Two more centuries passed. In 325 Constantine, the first Christian Emperor, ordered Bishop Makarios of Jerusalem to clear these pagan temples from their platform. Makarios reported back: excavating the platform, his workmen had found the tomb of Jesus. Calvary itself was identified as that shard of rock, 20 yards to the south east. At some stage the Empress Helena discovered, as she believed, the cross of Jesus a further 20 yards east of the tomb. All three sites were united in a vast complex of buildings, one of the great churches of Christendom.

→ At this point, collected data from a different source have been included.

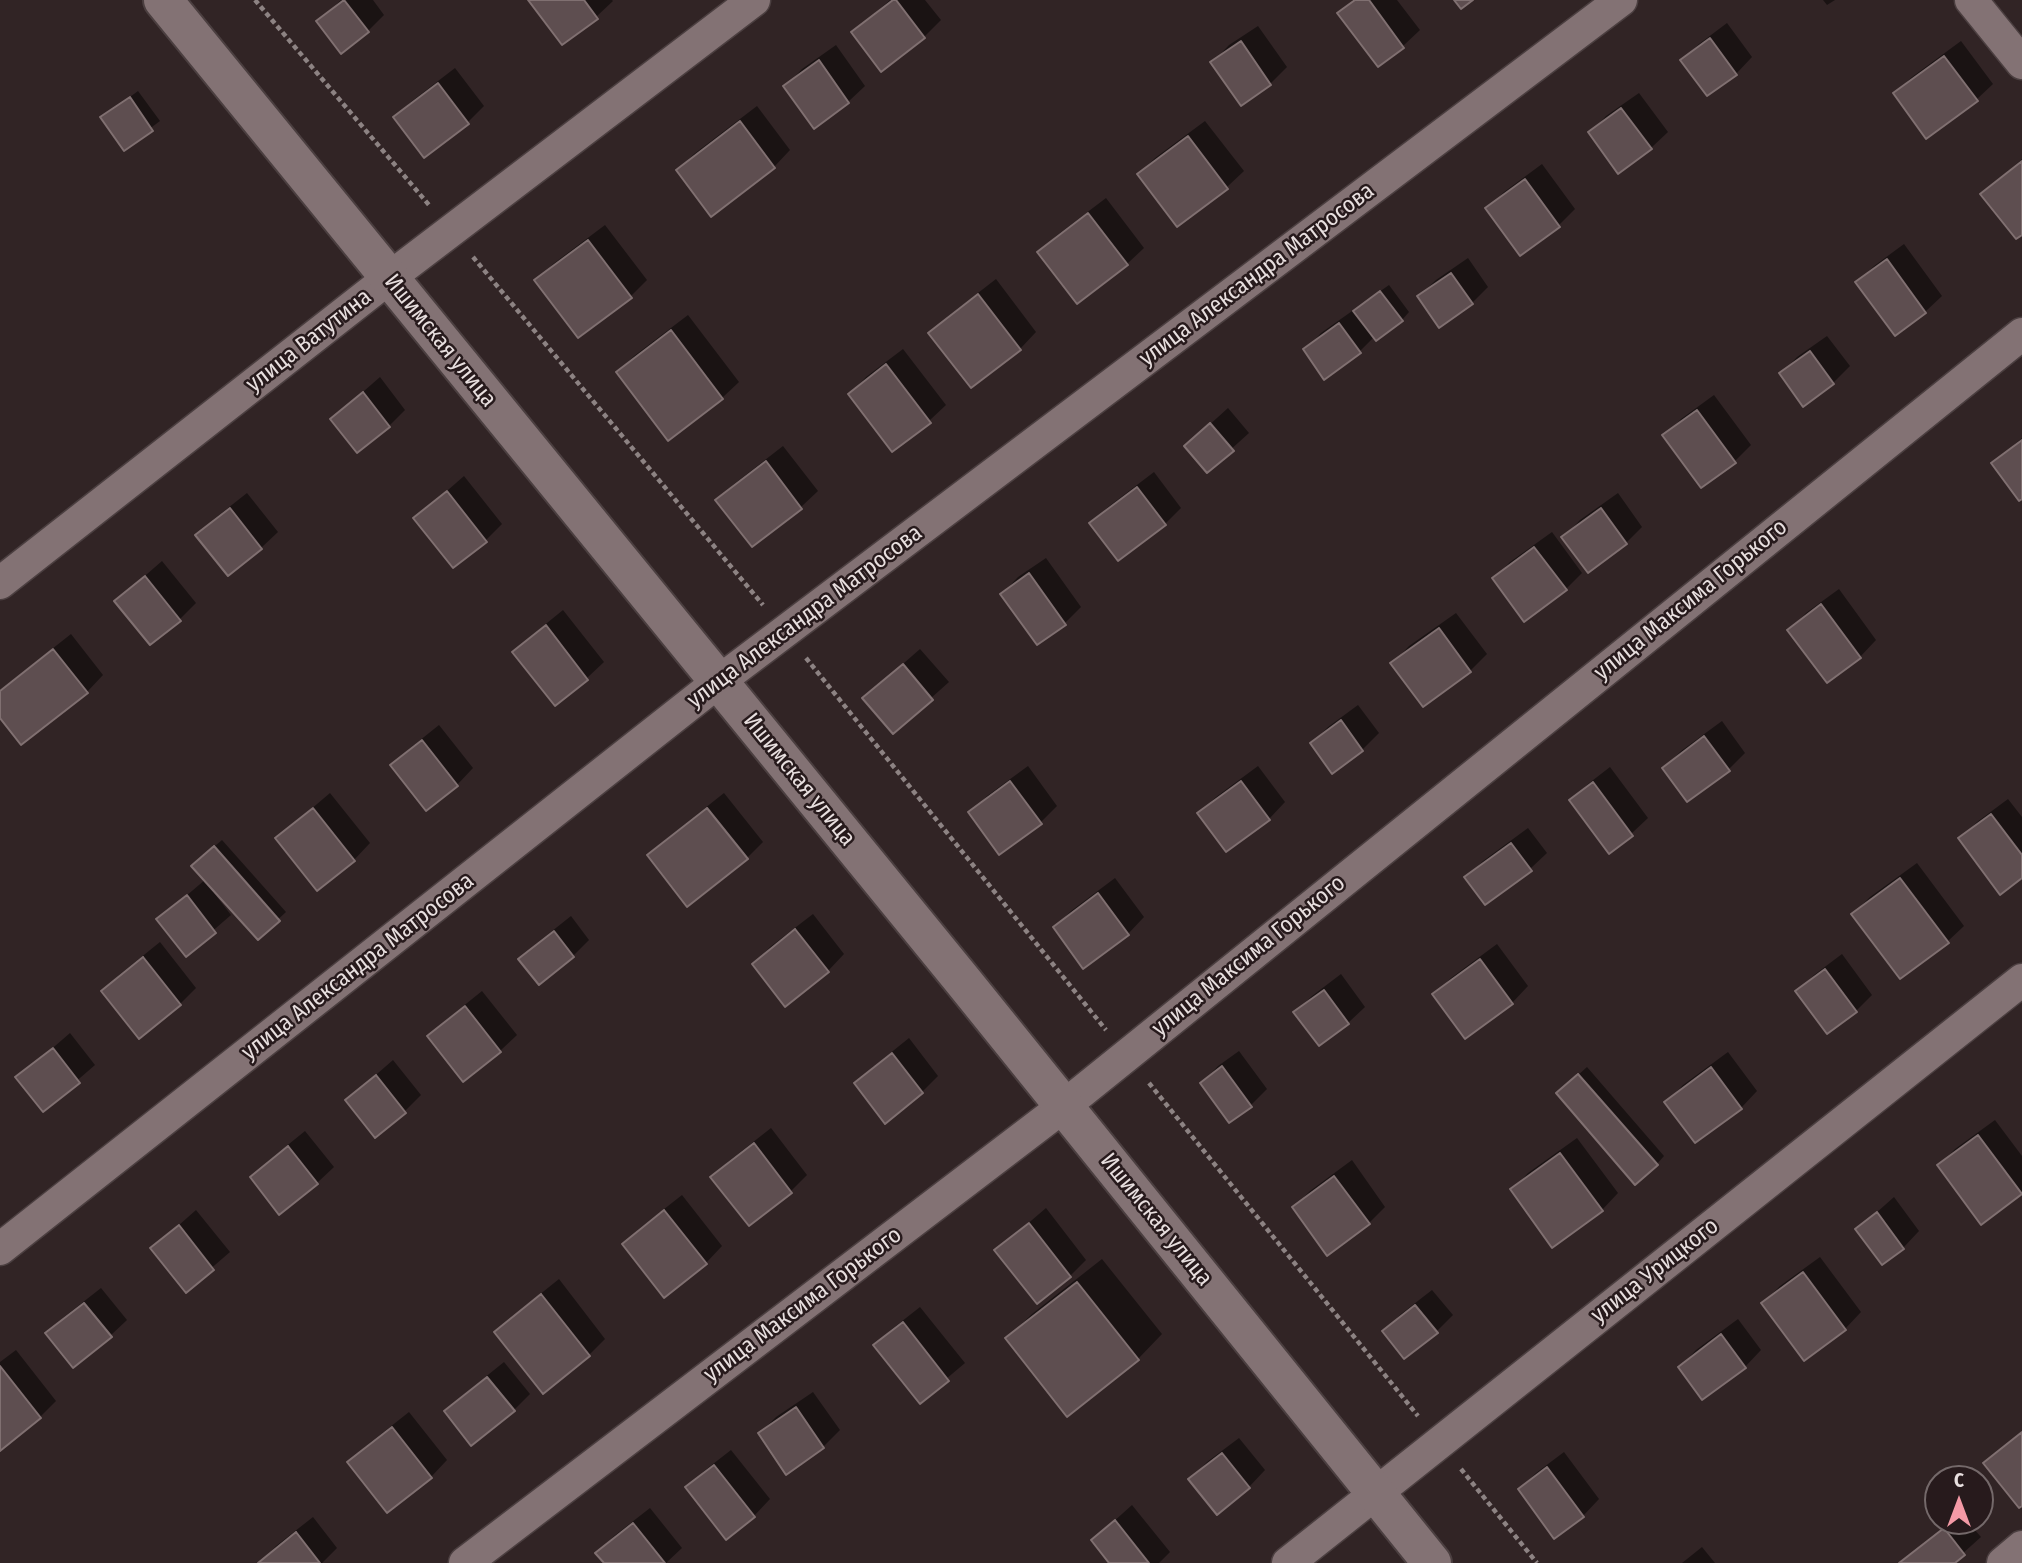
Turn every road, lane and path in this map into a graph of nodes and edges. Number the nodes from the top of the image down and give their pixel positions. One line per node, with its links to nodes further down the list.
1 (163, 0): 8 (main road, Ишимская улица)
2 (255, 0): 7 (path)
3 (754, 0): 7 (street, улица Ватутина)
4 (1621, 0): 11 (street, улица Александра Матросова)
5 (1971, 0): 6 (street)
6 (2022, 63)
7 (451, 230): 8 (street, улица Ватутина); 11 (path)
8 (389, 278): 10 (street, улица Ватутина); 12 (main road, Ишимская улица)
9 (2022, 334): 14 (street, улица Максима Горького)
10 (0, 583)
11 (785, 632): 12 (street, улица Александра Матросова); 14 (path)
12 (718, 682): 15 (main road, Ишимская улица); 16 (street, улица Александра Матросова)
13 (2022, 980): 17 (street, улица Урицкого)
14 (1126, 1055): 15 (street, улица Максима Горького); 17 (path)
15 (1064, 1106): 18 (main road, Ишимская улица); 20 (street, улица Максима Горького)
16 (0, 1249)
17 (1440, 1443): 18 (street, улица Урицкого); 23 (path)
18 (1376, 1493): 21 (street, улица Урицкого); 22 (main road, Ишимская улица)
19 (2022, 1547): 24 (street)
20 (465, 1563)
21 (1289, 1563)
22 (1432, 1563)
23 (1537, 1563)
24 (2003, 1563)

A rotunda, an imperial mausoleum, was built around the empty tomb; the rock surrounding it was cut away, the tomb itself was enclosed in a central structure or aedicule (‘little house’).
Why should we care? The tomb only matters because Jesus is not there. But the resurrection of Jesus only matters in its turn because he truly lived, died, and was buried. Only two places had been able to contain the uncontainable: his mother’s womb, for nine months; and his grave, for two days. He had left the first, to live among us; he left the second, the cave that we can still visit, to assume God’s power over all creation.
1 Now on the first day of the week Mary Magʹdalene came to the tomb early, while it was still dark, and saw that the stone had been taken away from the tomb. 2 So she ran, and went to Simon Peter and the other disciple, the one whom Jesus loved, and said to them, “They have taken the Lord out of the tomb, and we do not know where they have laid him.” 3 Peter then came out with the other disciple, and they went toward the tomb. 4 They both ran, but the other disciple outran Peter and reached the tomb first; 5 and stooping to look in, he saw the linen cloths lying there, but he did not go in. 6 Then Simon Peter came, following him, and went into the tomb; he saw the linen cloths lying, 7 and the napkin, which had been on his head, not lying with the linen cloths but rolled up in a place by itself. 8 Then the other disciple, who reached the tomb first, also went in, and he saw and believed; 9 for as yet they did not know the scripture, that he must rise from the dead. 10 Then the disciples went back to their homes.
11 But Mary stood weeping outside the tomb, and as she wept she stooped to look into the tomb; 12 and she saw two angels in white, sitting where the body of Jesus had lain, one at the head and one at the feet. 13T hey said to her, “Woman, why are you weeping?” She said to them, “Because they have taken away my Lord, and I do not know where they have laid him.” 14 Saying this, she turned round and saw Jesus standing, but she did not know that it was Jesus. 15 Jesus said to her, “Woman, why are you weeping? Whom do you seek?” Supposing him to be the gardener, she said to him, “Sir, if you have carried him away, tell me where you have laid him, and I will take him away.” 16Jesus said to her, “Mary.” She turned and said to him in Hebrew, “Rab-boʹni!” (which means Teacher).